## WHAT IS BEING ASKED
Check each line of the entries below for the word "Drive", and copy the lines that have it.

(PROVIDED RECORDS)

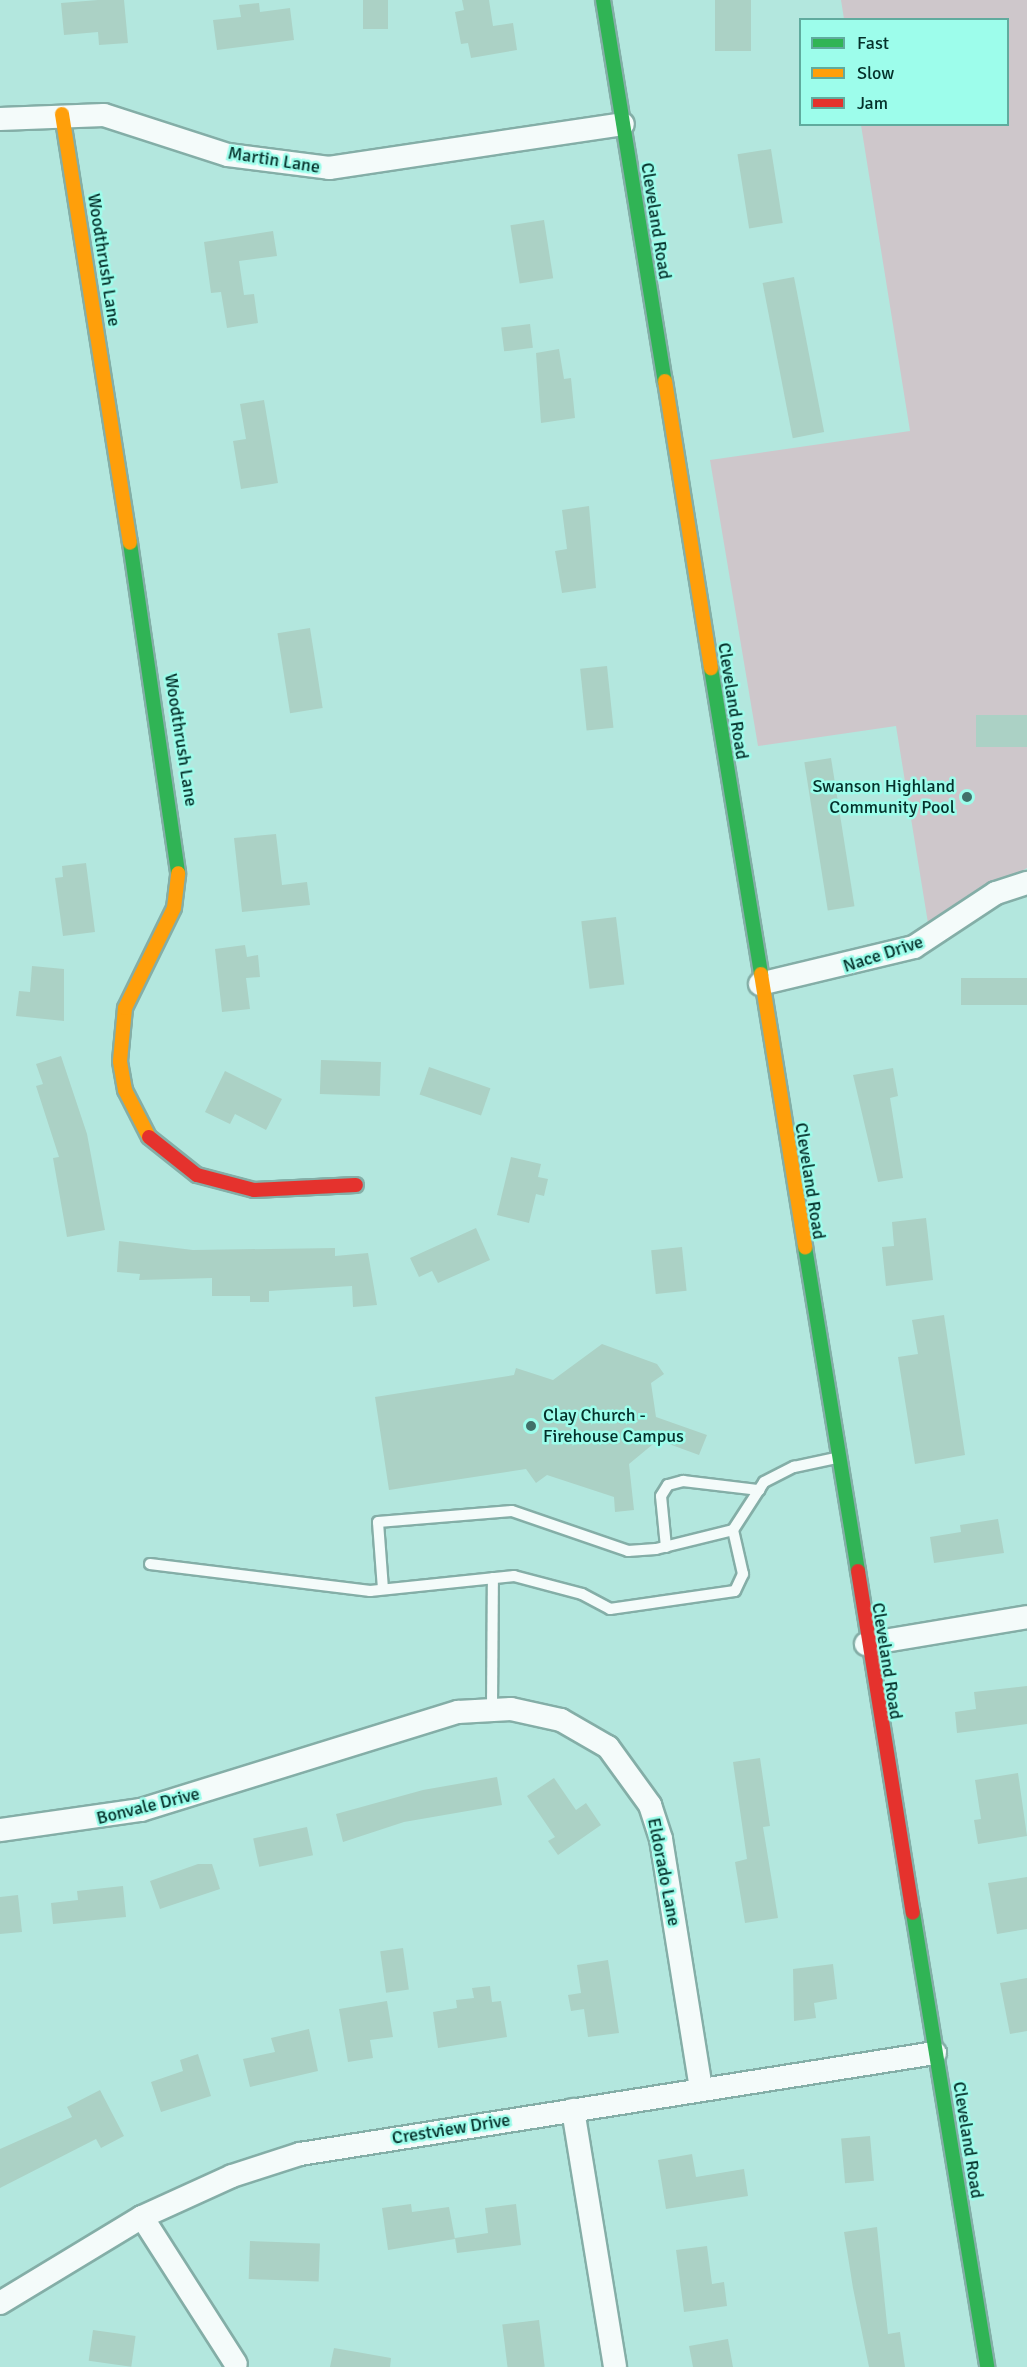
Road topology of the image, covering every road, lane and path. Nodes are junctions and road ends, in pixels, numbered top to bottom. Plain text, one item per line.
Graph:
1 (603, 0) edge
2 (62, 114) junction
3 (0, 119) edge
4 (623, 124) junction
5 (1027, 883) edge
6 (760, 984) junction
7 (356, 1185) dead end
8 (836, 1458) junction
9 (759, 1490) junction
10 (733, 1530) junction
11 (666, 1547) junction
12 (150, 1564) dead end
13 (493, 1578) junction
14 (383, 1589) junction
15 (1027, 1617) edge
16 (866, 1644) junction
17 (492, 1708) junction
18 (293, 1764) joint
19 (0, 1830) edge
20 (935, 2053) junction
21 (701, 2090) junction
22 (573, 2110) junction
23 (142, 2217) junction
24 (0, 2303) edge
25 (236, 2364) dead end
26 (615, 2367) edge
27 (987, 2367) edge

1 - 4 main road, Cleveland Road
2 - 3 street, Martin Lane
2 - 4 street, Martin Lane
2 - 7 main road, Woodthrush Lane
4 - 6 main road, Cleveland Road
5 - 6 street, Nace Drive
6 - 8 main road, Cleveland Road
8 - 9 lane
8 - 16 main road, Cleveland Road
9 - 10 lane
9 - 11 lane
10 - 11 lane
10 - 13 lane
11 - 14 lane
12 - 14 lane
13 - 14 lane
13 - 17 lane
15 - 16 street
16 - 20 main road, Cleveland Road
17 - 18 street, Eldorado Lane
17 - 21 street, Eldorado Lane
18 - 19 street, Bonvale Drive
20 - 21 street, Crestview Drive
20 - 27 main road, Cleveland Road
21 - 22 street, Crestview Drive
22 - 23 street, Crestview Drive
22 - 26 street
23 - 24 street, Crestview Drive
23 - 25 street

(End PROVIDED RECORDS)

## EXERCISE ANSWER
5 - 6 street, Nace Drive
18 - 19 street, Bonvale Drive
20 - 21 street, Crestview Drive
21 - 22 street, Crestview Drive
22 - 23 street, Crestview Drive
23 - 24 street, Crestview Drive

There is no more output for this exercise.